In the 11th century, fearing military action by neighboring lords, the bishop placed himself under the protection of the Lord of Caboet, a Catalan nobleman. Later, the Count of Foix became heir to the Lord of Caboet through marriage, and a dispute arose between the French Count and the Catalan bishop over Andorra.

In 1278, the conflict was resolved by the signing of a pareage (pariatges), which provided that Andorra's sovereignty be shared between the Count of Foix and the Bishop of La Seu d'Urgell (Catalonia, Spain). The pareage, a feudal institution recognizing the principle of equality of rights shared by two rulers, gave the small state its territory and political form. In return, Andorra pays an annual tribute or questia to the co-rulers consisting of four hams, forty loaves of bread, and some wine. As of the year 2006, Andorra's borders have remained unchanged since 1278 [1].

Andorra was briefly annexed to the Crown of Aragon twice, in 1396 and 1512.

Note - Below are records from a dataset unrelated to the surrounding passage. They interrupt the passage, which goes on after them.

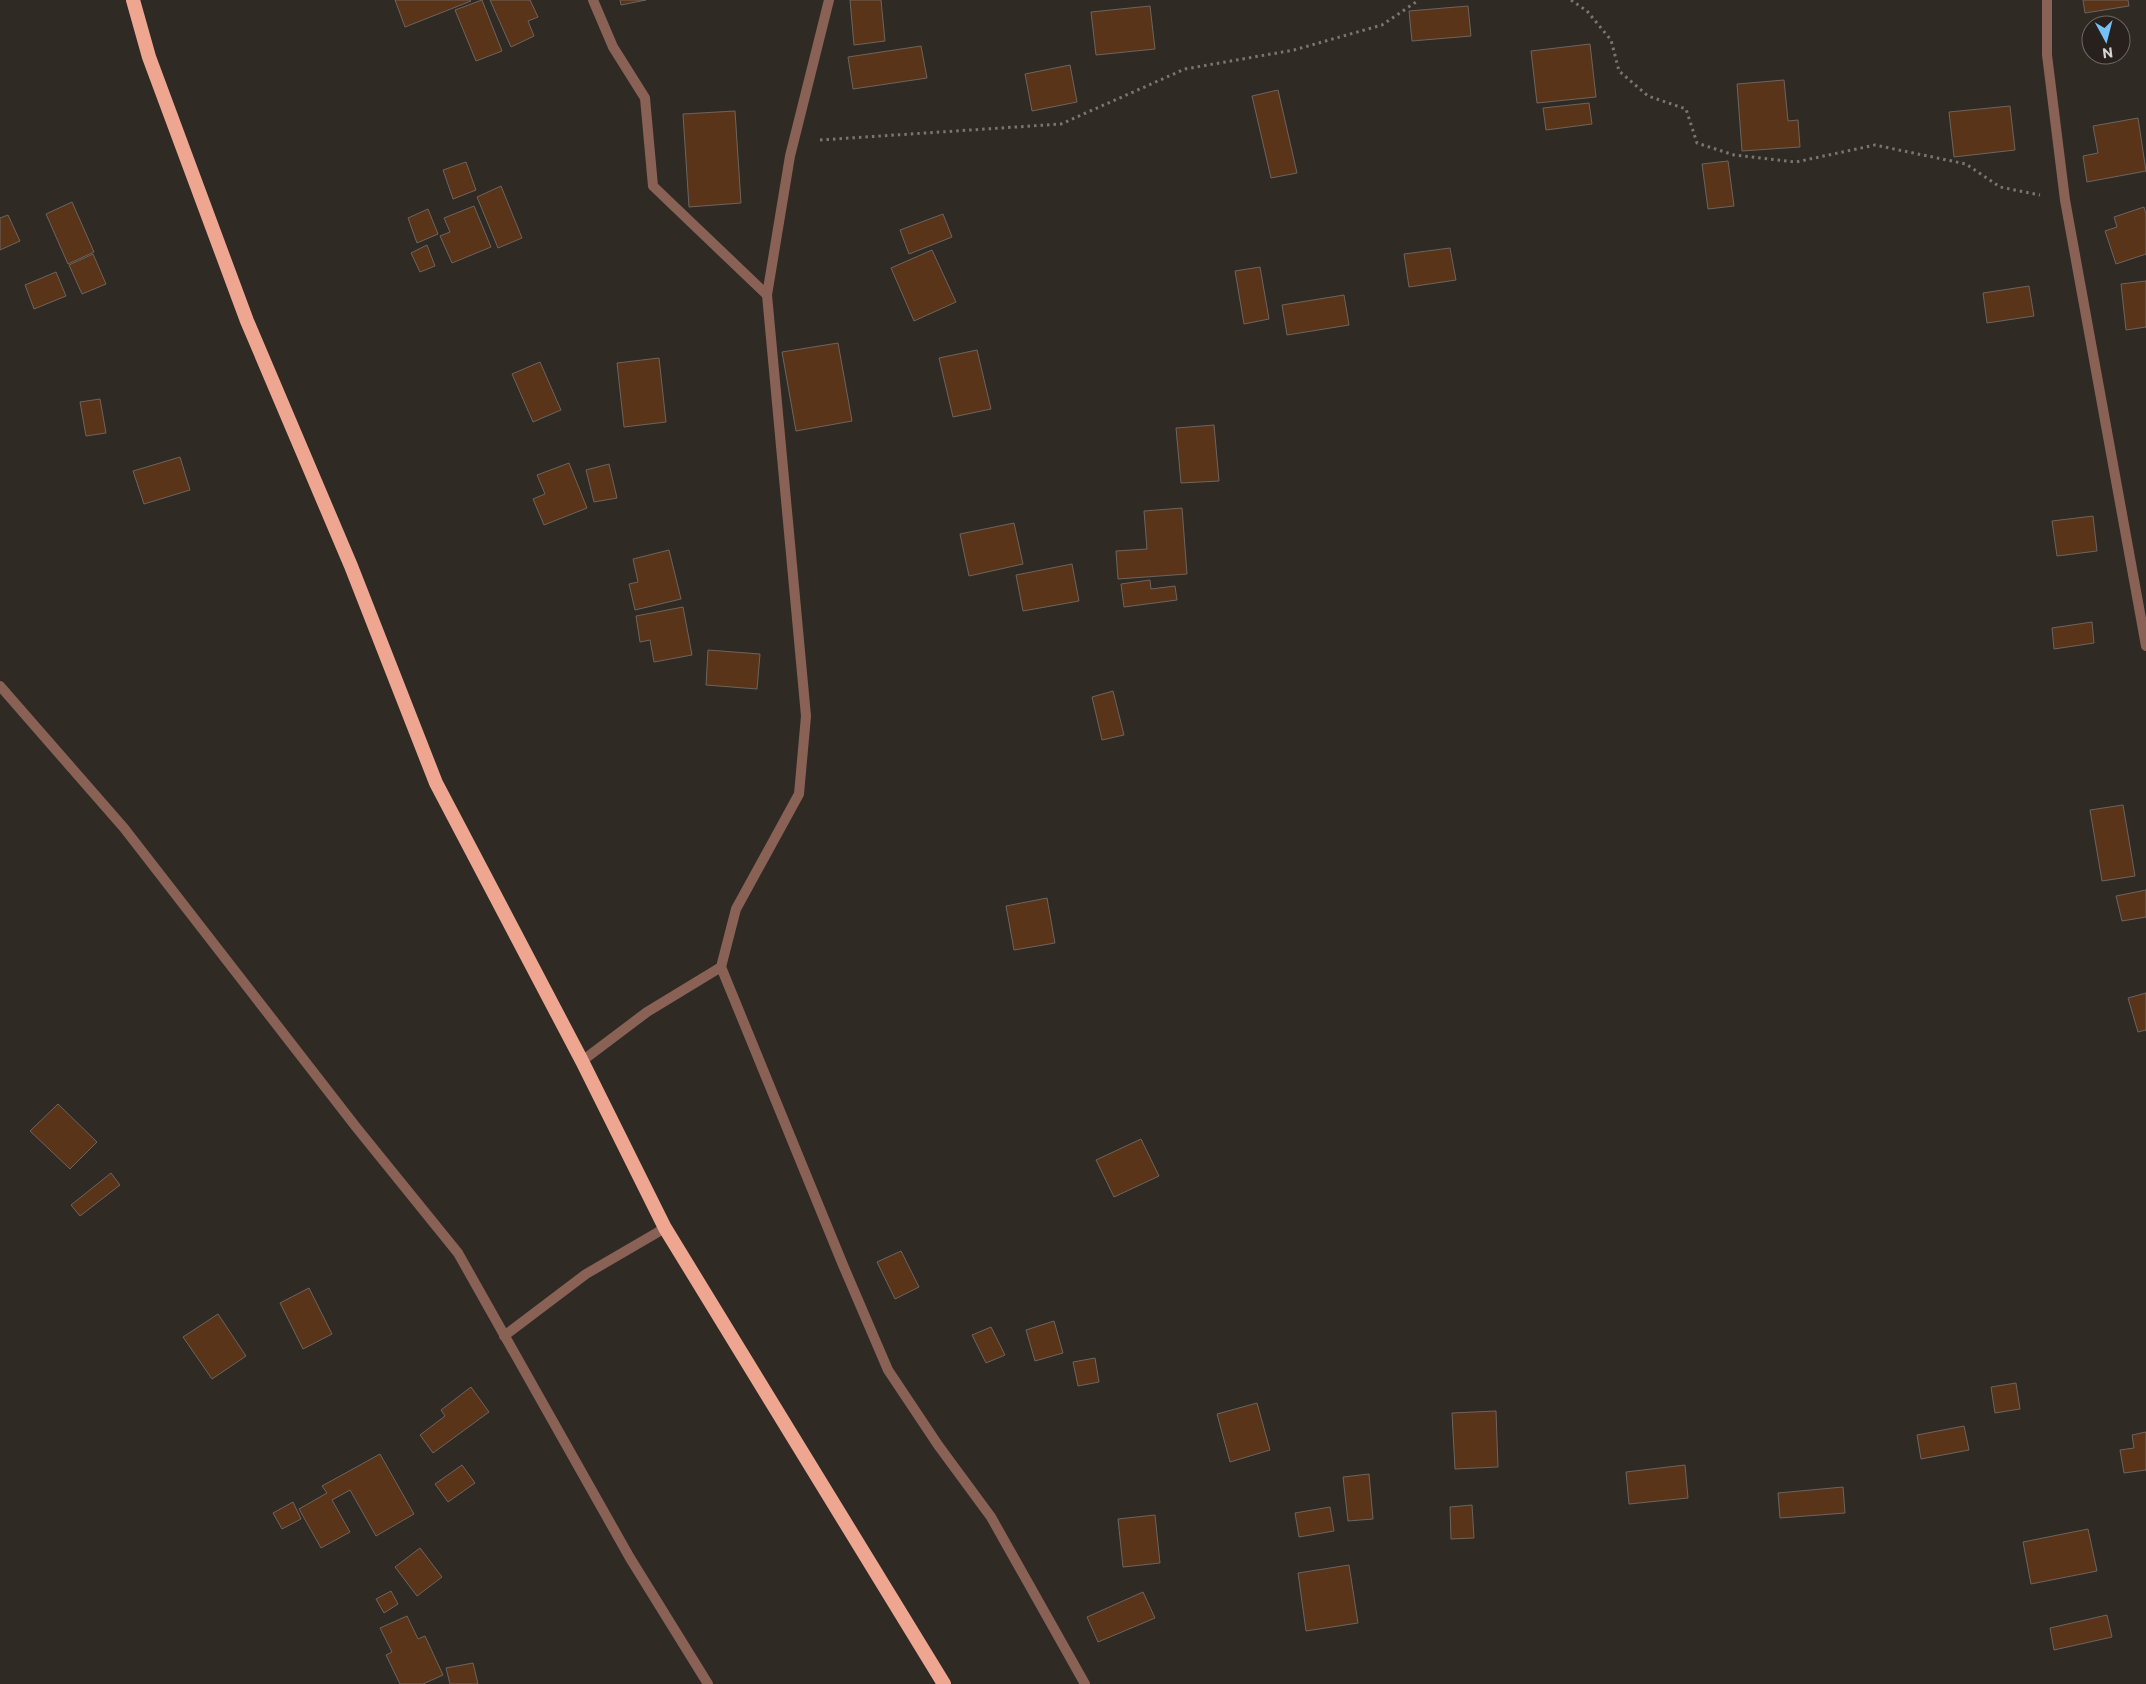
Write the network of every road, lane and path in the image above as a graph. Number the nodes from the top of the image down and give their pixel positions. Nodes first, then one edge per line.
1 (133, 0) edge
2 (593, 0) edge
3 (829, 0) edge
4 (1419, 0) edge
5 (1571, 0) edge
6 (2047, 0) edge
7 (794, 142) junction
8 (2065, 200) junction
9 (767, 295) junction
10 (2146, 646) edge
11 (0, 686) edge
12 (721, 967) junction
13 (582, 1061) junction
14 (665, 1228) junction
15 (504, 1336) junction
16 (708, 1684) edge
17 (944, 1684) edge
18 (1085, 1684) edge

1 - 13 highway
2 - 9 street
3 - 7 street
4 - 7 path
5 - 8 path
6 - 8 street
7 - 9 street
8 - 10 street
9 - 12 street
11 - 15 street
12 - 13 street
12 - 18 street
13 - 14 highway
14 - 15 street
14 - 17 highway
15 - 16 street

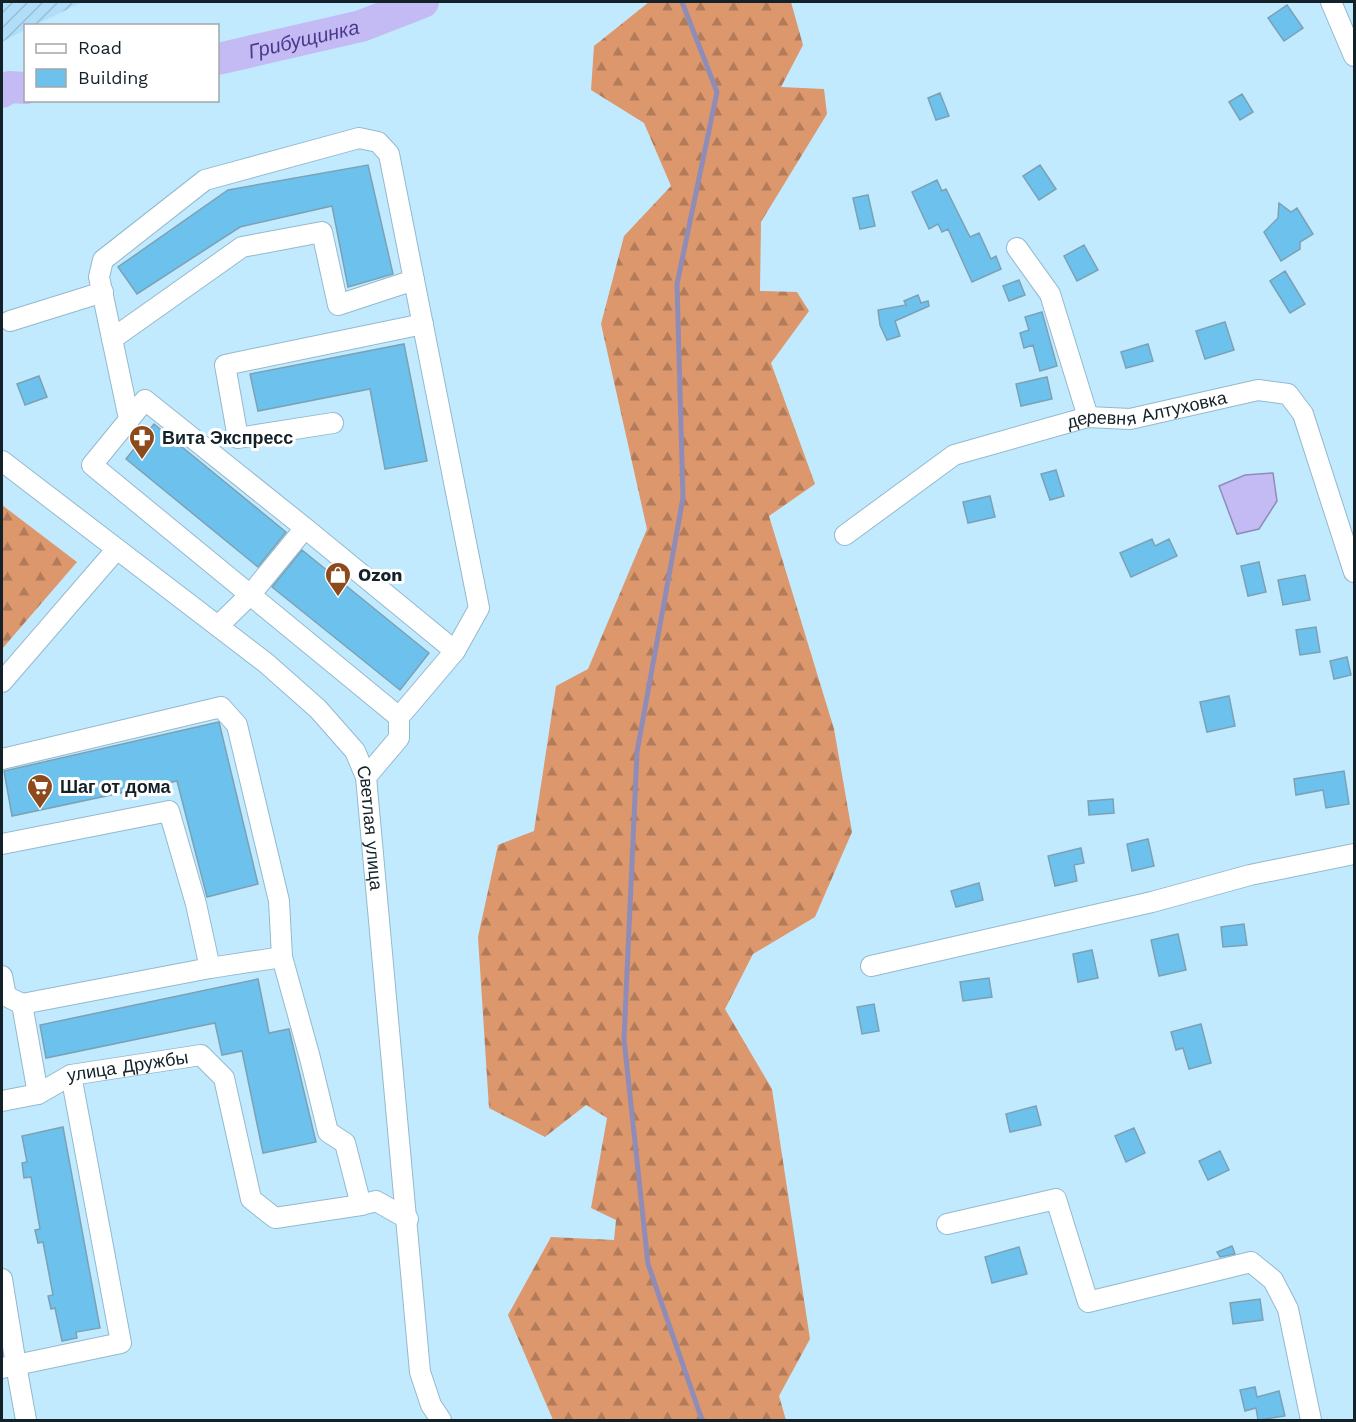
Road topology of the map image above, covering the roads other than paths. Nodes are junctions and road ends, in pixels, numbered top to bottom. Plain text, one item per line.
1 (1331, 2) edge
2 (1354, 56) edge
3 (1017, 248) dead end
4 (414, 280) junction
5 (103, 292) junction
6 (10, 321) dead end
7 (423, 324) junction
8 (112, 339) junction
9 (1088, 417) junction
10 (129, 419) junction
11 (333, 423) dead end
12 (2, 461) edge
13 (305, 528) junction
14 (845, 536) dead end
15 (116, 550) junction
16 (1354, 572) edge
17 (250, 594) junction
18 (218, 626) junction
19 (455, 651) junction
20 (2, 682) edge
21 (399, 717) junction
22 (2, 759) edge
23 (366, 777) junction
24 (2, 844) edge
25 (1354, 854) edge
26 (282, 957) junction
27 (870, 966) dead end
28 (210, 968) junction
29 (2, 976) edge
30 (22, 1004) junction
31 (71, 1075) junction
32 (38, 1094) junction
33 (2, 1101) edge
34 (361, 1205) junction
35 (408, 1219) junction
36 (948, 1224) dead end
37 (2, 1279) edge
38 (9, 1366) edge
39 (26, 1420) edge
40 (441, 1420) edge
41 (1311, 1420) edge

1 - 2 street
3 - 9 street
4 - 5 street
4 - 7 street
4 - 8 street
5 - 6 street
5 - 8 street
7 - 11 street
7 - 19 street
8 - 10 street
9 - 14 street, деревня Алтуховка
9 - 16 street, деревня Алтуховка
10 - 13 street
10 - 17 street
12 - 15 street, Светлая улица
13 - 17 street
13 - 19 street
15 - 18 street, Светлая улица
15 - 20 street
17 - 18 street
17 - 21 street
18 - 23 street, Светлая улица
19 - 21 street
21 - 23 street
22 - 26 street
23 - 35 street, Светлая улица
24 - 28 street
25 - 27 street
26 - 28 street
26 - 34 street
28 - 30 street
29 - 30 street
30 - 32 street
31 - 32 street, улица Дружбы
31 - 34 street, улица Дружбы
31 - 38 street
32 - 33 street, улица Дружбы
34 - 35 street
35 - 40 street, Светлая улица
36 - 41 street
37 - 38 street
38 - 39 street

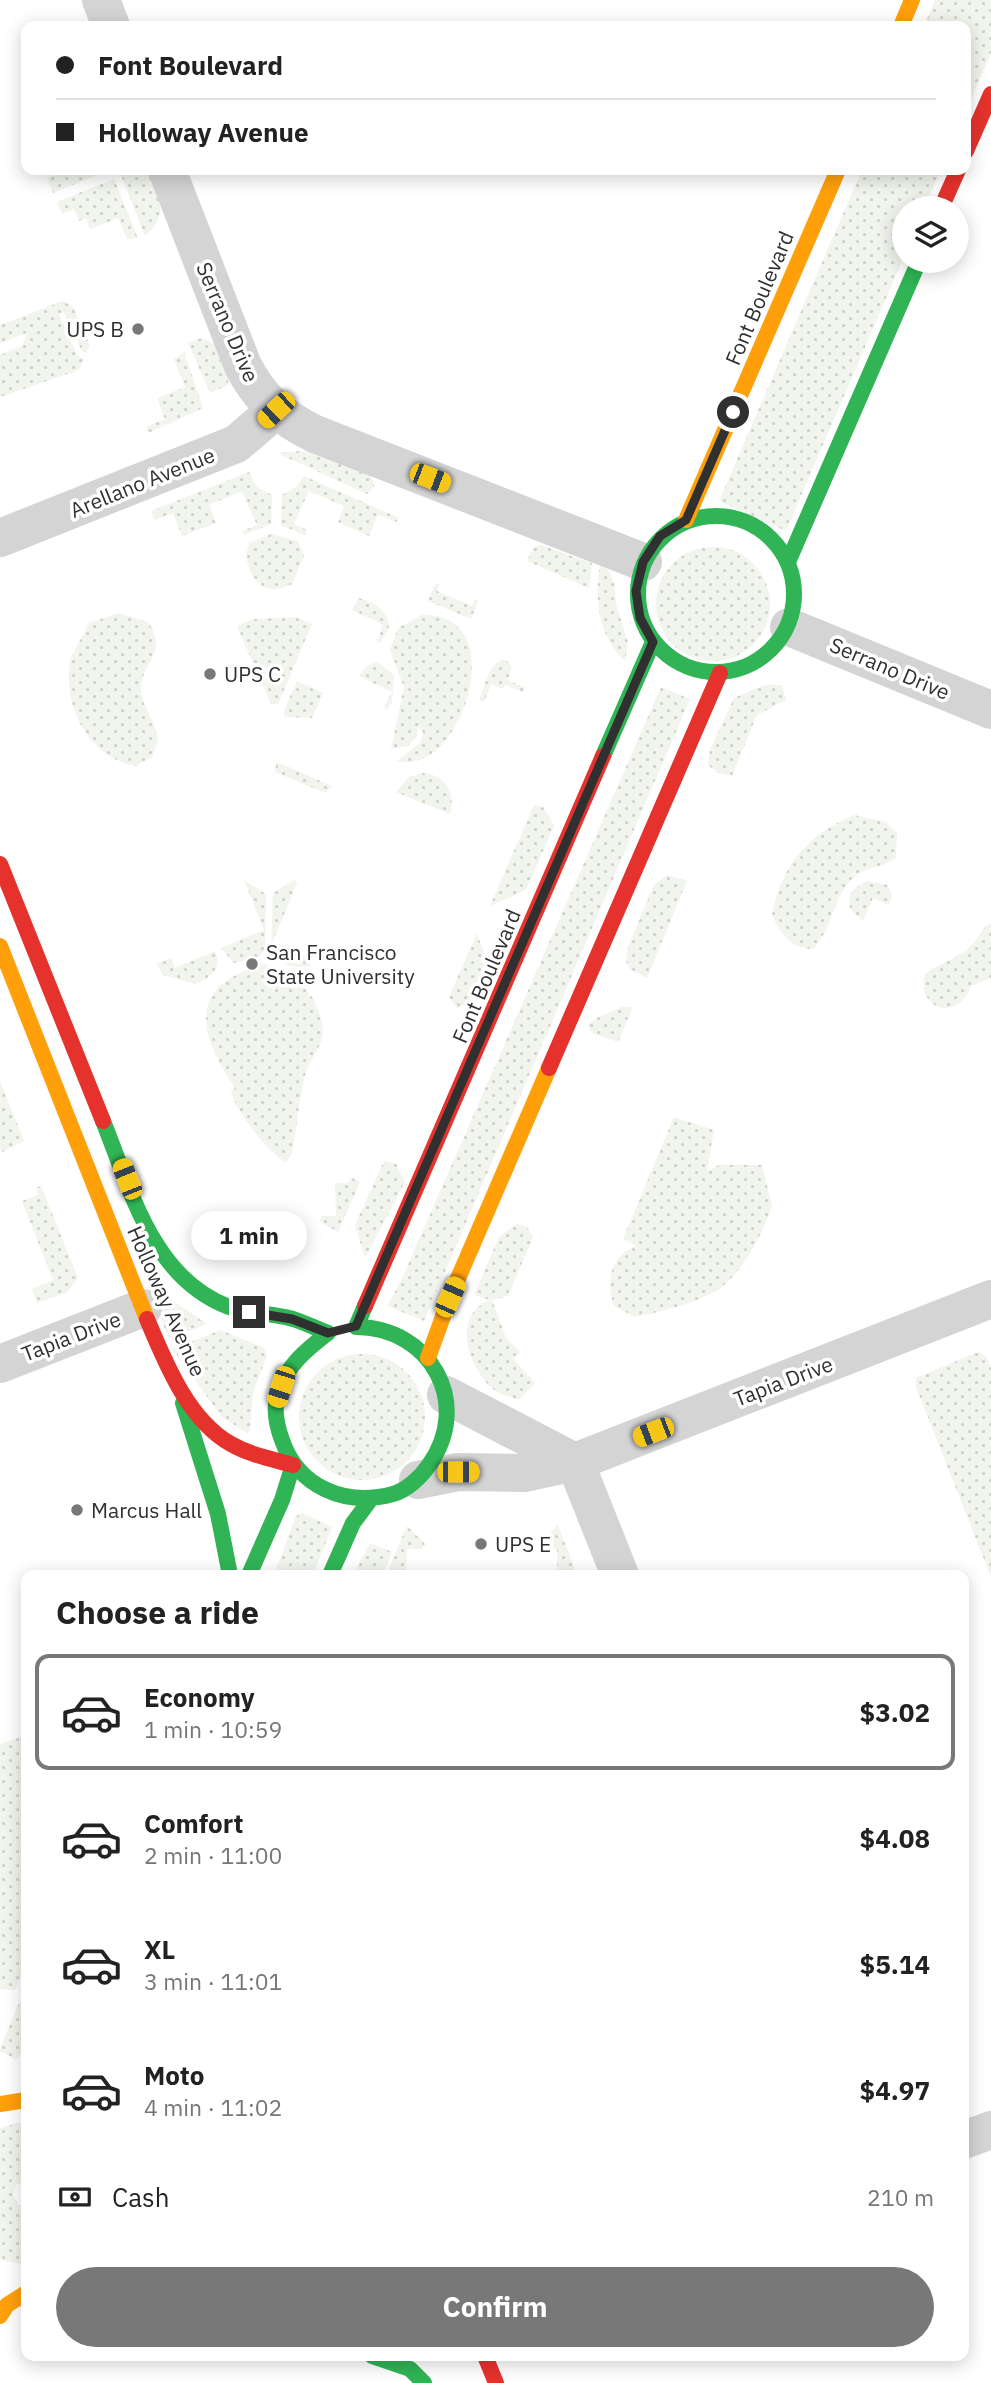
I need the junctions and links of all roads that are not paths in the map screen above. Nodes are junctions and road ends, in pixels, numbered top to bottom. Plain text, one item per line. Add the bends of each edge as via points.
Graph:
1 (912, 0) edge
2 (903, 21) edge
3 (991, 94) edge
4 (971, 140) edge
5 (169, 175) edge
6 (836, 175) edge
7 (956, 175) edge
8 (946, 196) edge
9 (914, 273) edge
10 (276, 410) junction
11 (686, 520) junction
12 (0, 538) edge
13 (643, 562) junction
14 (788, 562) junction
15 (789, 627) junction
16 (653, 642) junction
17 (720, 673) junction
18 (991, 710) edge
19 (0, 864) edge
20 (0, 946) edge
21 (991, 1299) edge
22 (143, 1308) junction
23 (342, 1330) junction
24 (428, 1358) junction
25 (0, 1364) edge
26 (173, 1371) junction
27 (446, 1395) junction
28 (575, 1462) junction
29 (293, 1465) junction
30 (418, 1480) junction
31 (372, 1499) junction
32 (228, 1570) edge
33 (251, 1570) edge
34 (332, 1570) edge
35 (618, 1570) edge
36 (21, 2097) edge
37 (0, 2104) edge
38 (991, 2130) edge
39 (969, 2138) edge
40 (9, 2283) dead end
41 (21, 2284) edge
42 (21, 2297) edge
43 (0, 2316) edge
44 (396, 2361) edge
45 (487, 2361) edge
46 (424, 2383) edge
47 (496, 2383) edge

1 - 2 street
3 - 4 street
5 - 10 street, Serrano Drive via 243,366
6 - 11 street, Font Boulevard
7 - 8 street
9 - 14 street
10 - 12 street, Arellano Avenue via 236,444
10 - 13 street, Serrano Drive via 322,437
11 - 13 street via 660,536
11 - 14 street via 717,515 745,520 768,534
13 - 16 street via 636,591 640,618
14 - 15 street via 796,590
15 - 17 street via 771,652 748,667
15 - 18 street, Serrano Drive
16 - 17 street via 684,666
16 - 23 street, Font Boulevard
17 - 24 street via 450,1297
19 - 23 street, Holloway Avenue via 147,1228 167,1262 195,1289 230,1307
20 - 22 street, Holloway Avenue
21 - 28 street, Tapia Drive
22 - 25 street, Tapia Drive
22 - 26 street, Holloway Avenue
23 - 24 street via 383,1329 408,1340
23 - 29 street via 303,1349 285,1373 276,1401 277,1430
24 - 27 street
26 - 29 street, Holloway Avenue via 197,1412 223,1438 250,1453
26 - 32 street via 218,1514
27 - 28 street
27 - 30 street via 446,1436 435,1460
28 - 30 street, Tapia Drive via 526,1473 458,1472
28 - 35 street
29 - 31 street via 322,1490 346,1499
29 - 33 street
30 - 31 street via 396,1493
31 - 34 street via 353,1523
36 - 37 street
38 - 39 street
40 - 41 street
42 - 43 street
44 - 46 street
45 - 47 street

In 1505, Germaine of Foix married Ferdinand V of Castile, thereby bringing the lordship of Andorra under Spanish rule. On taking over the kingdom in 1519, Emperor Charles V granted the lordship of Les Valls, as it was then known, to Germaine of Foix’s line in perpetuity. Henry III of Navarre, who was also count of Foix, in 1589 ascended the French throne as Henry IV, and by an edict of 1607 established the head of the French state, along with the bishop of Urgel, as co-princes of Andorra.